At this point I made Ogre::AL (binding for OgreAL C++ library). The following three demos are of that, though of course you won't be able to hear the sounds.

OgreAL basic demo
Background music is playing, something by or for or from "ZeroFactor". The ogre head, floating in mid-air as always, is "roaring". Whereas the music stays at the same volume and appears to come from nowhere, you'll notice the roaring comes from the ogre. If you turn the camera to the left, the roar moves to the right. If you move the camera back, the roar gets quieter like it's moved off in the distance.

Directional demo
There is a siren, which you can turn on and off. It rotates when it's on, and the sound gets weaker when the horn points away from you. To be honest, it doesn't seem realistic at all. Basically it suddenly decreases in volume when the direction it's pointing in is inside the 180 degrees half circle facing away from the camera, then it suddenly increases again when it's within the 180 degrees facing the camera. I don't know if the demo just isn't finished yet, or if the OpenAL library sucks on Linux, or what. UPDATE: the author of OgreAL, Casey Borders, says that this is a Linux-specific problem.

Doppler demo
This demo is also disappointing. The car goes around in a circle, but the sound isn't very....dopplery. When I think of a doppler effect, I think of race cars whizzing by or police sirens as the cop car speeds past. (Again, I don't know if it's the demo itself or the OpenAL library or my particular system. UPDATE: see update for previous demo.) This demo also has a more involved example of using Ogre::BetaGUI, which you can see in the upper-right corner. Clicking the arrow buttons adjusts the doppler effect and speed of sound (in principle, at least...).

Manually drawing shapes
Now back to Ogre, not Ogre::BetaGUI or Ogre::AL. I haven't even uploaded this one to CPAN yet. It shows how you can draw shapes "by hand" rather than creating them in Blender (not that I know how to do that). There is a square, a line, a circle, and an annulus (disk with a hole in it). The first three are pretty basic, you just give the positions of the vertices and that's about it (ok, for the circle you have to give a lot of vertices, but the idea is the same). The annulus, on the other hand, is slightly more involved; you have to draw triangles (in fact, quads made of two triangles each) to create the thickness. If you look behind the annulus, you'll see that it's only visible from the front. That's because the "normals" to the triangles are pointing toward the front, and the light only reflects that way. (You can easily adjust the "circle_thick" function in examples/manualobject.pl to also add all the triangles in reverse, then it will be visible from both sides.)

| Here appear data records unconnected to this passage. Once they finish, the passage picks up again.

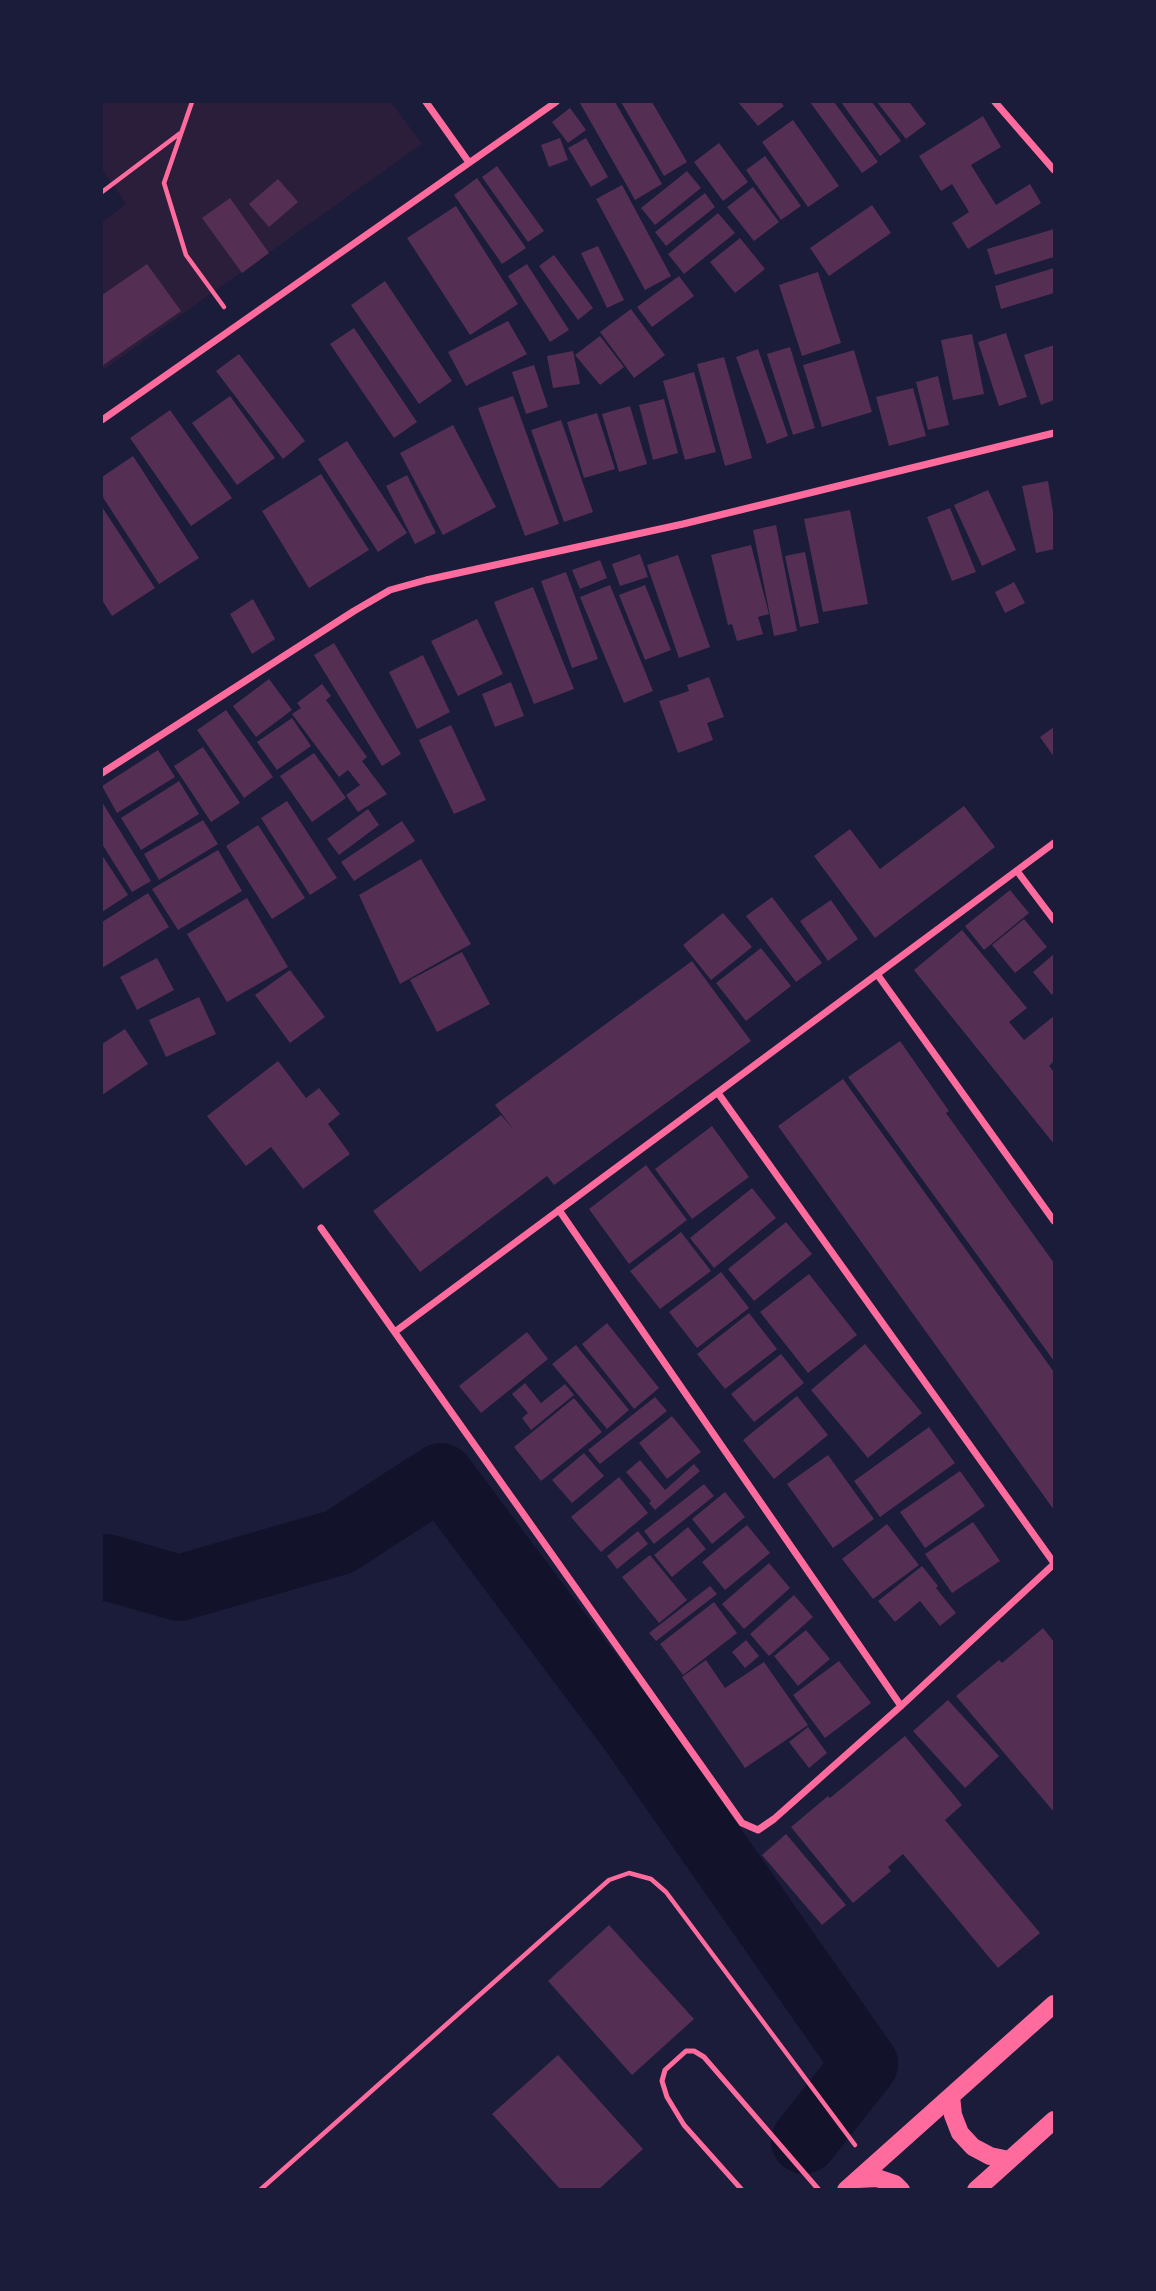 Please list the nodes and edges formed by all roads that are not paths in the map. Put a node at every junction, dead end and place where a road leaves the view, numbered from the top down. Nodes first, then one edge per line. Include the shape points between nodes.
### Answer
1 (426, 102) edge
2 (556, 102) edge
3 (995, 102) edge
4 (468, 161) junction
5 (1055, 170) edge
6 (102, 420) edge
7 (1055, 433) edge
8 (102, 772) edge
9 (1055, 842) edge
10 (1017, 871) junction
11 (1055, 920) edge
12 (877, 974) junction
13 (719, 1093) junction
14 (559, 1210) junction
15 (1055, 1221) edge
16 (321, 1228) dead end
17 (396, 1331) junction
18 (1055, 1563) edge
19 (901, 1706) junction
20 (1055, 2004) edge
21 (951, 2096) junction
22 (1055, 2120) edge
23 (1009, 2160) junction
24 (852, 2184) edge
25 (742, 2189) edge
26 (819, 2189) edge
27 (901, 2189) edge
28 (975, 2189) edge

1 - 4 street
2 - 4 street
3 - 5 street
4 - 6 street
7 - 8 street via 390,590
9 - 10 street
10 - 11 street
10 - 12 street
12 - 13 street
12 - 15 street
13 - 14 street
13 - 18 street
14 - 17 street
14 - 19 street
16 - 17 street
17 - 19 street via 742,1823 758,1830 774,1819
18 - 19 street
20 - 21 main road
21 - 23 main road via 960,2133 989,2156
21 - 24 main road
22 - 23 main road
23 - 28 main road
24 - 27 main road via 877,2178
25 - 26 lane via 684,2124 667,2097 662,2081 665,2070 686,2051 704,2057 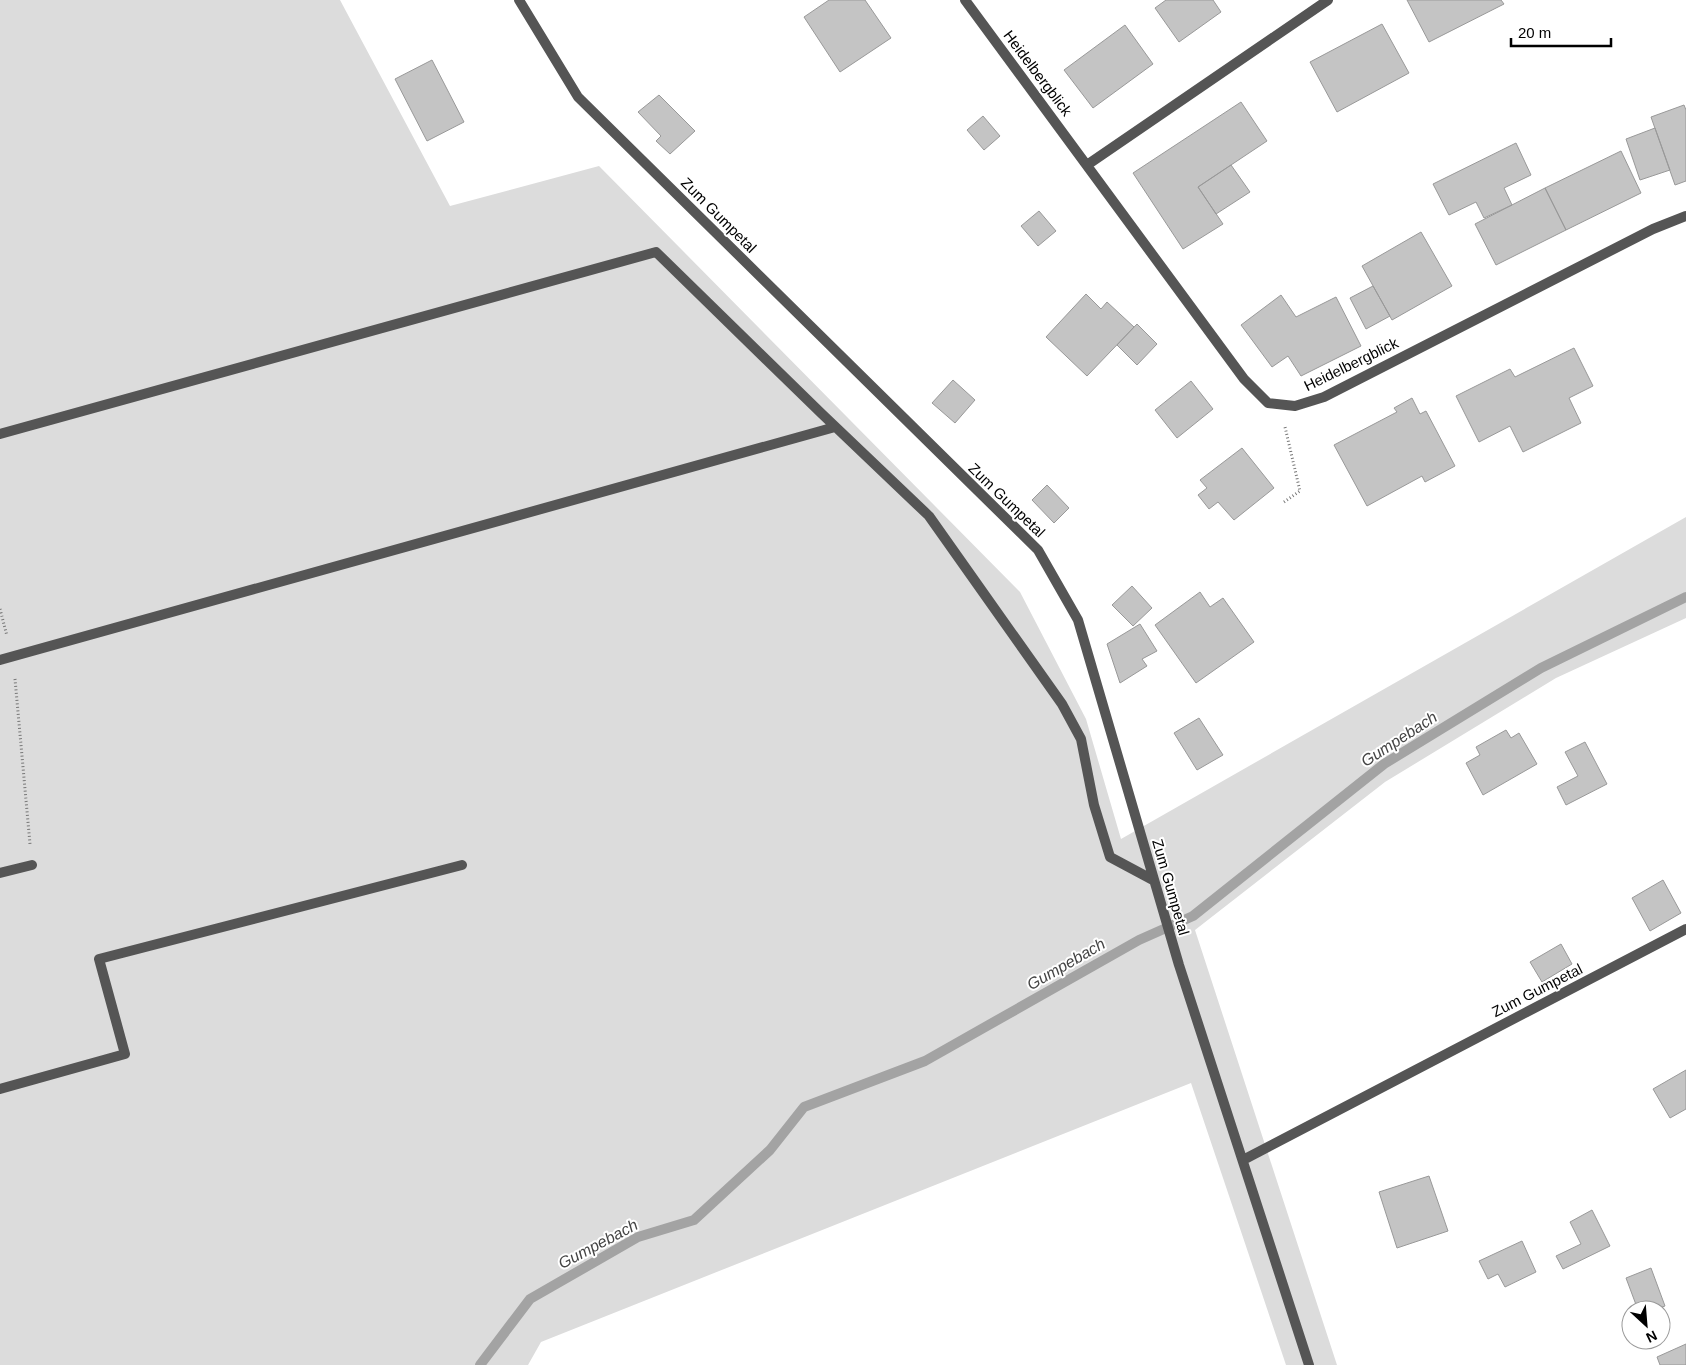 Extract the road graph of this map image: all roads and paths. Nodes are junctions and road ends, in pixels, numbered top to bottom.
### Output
1 (519, 0) edge
2 (965, 0) edge
3 (1328, 0) edge
4 (1087, 165) junction
5 (1686, 216) edge
6 (1280, 404) junction
7 (835, 427) junction
8 (0, 434) edge
9 (1284, 502) dead end
10 (0, 609) edge
11 (12, 656) junction
12 (0, 660) edge
13 (32, 865) joint
14 (462, 866) dead end
15 (0, 873) edge
16 (1154, 884) junction
17 (1686, 929) edge
18 (0, 1089) edge
19 (1243, 1160) junction
20 (1309, 1365) edge

1 - 16 street, Zum Gumpetal
2 - 4 street, Heidelbergblick
3 - 4 street
4 - 6 street, Heidelbergblick
5 - 6 street, Heidelbergblick
6 - 9 path
7 - 8 street
7 - 11 street
7 - 16 street
10 - 11 path
11 - 12 street
11 - 13 path
13 - 15 street
14 - 18 street
16 - 19 street, Zum Gumpetal
17 - 19 street, Zum Gumpetal
19 - 20 street, Zum Gumpetal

And that's all the demos for now. In the next few months I hope to continue wrapping more of the Ogre API and clean up that module a bit (it's starting to get out of hand, I need to factor out some of the typemapping at least, and figure out how to load each module separately if that's possible). I'm also looking around at physics/collision engines, in particular ones with Ogre bindings such as nxOgre (PhysX), OgreODE, and OgreBullet. The simpler the API the better, and they have to work on Linux.

There was also a guy on the #ogre3d IRC channel who mentioned that he was embedding perl into his (otherwise C++) game engine and then basically wrapping some useful parts of Ogre in XS. It's something I've been thinking about, whether it's worth it to continue wrapping so much in Perl when in fact I'm not sure if I would ever use it myself if I actually made a game.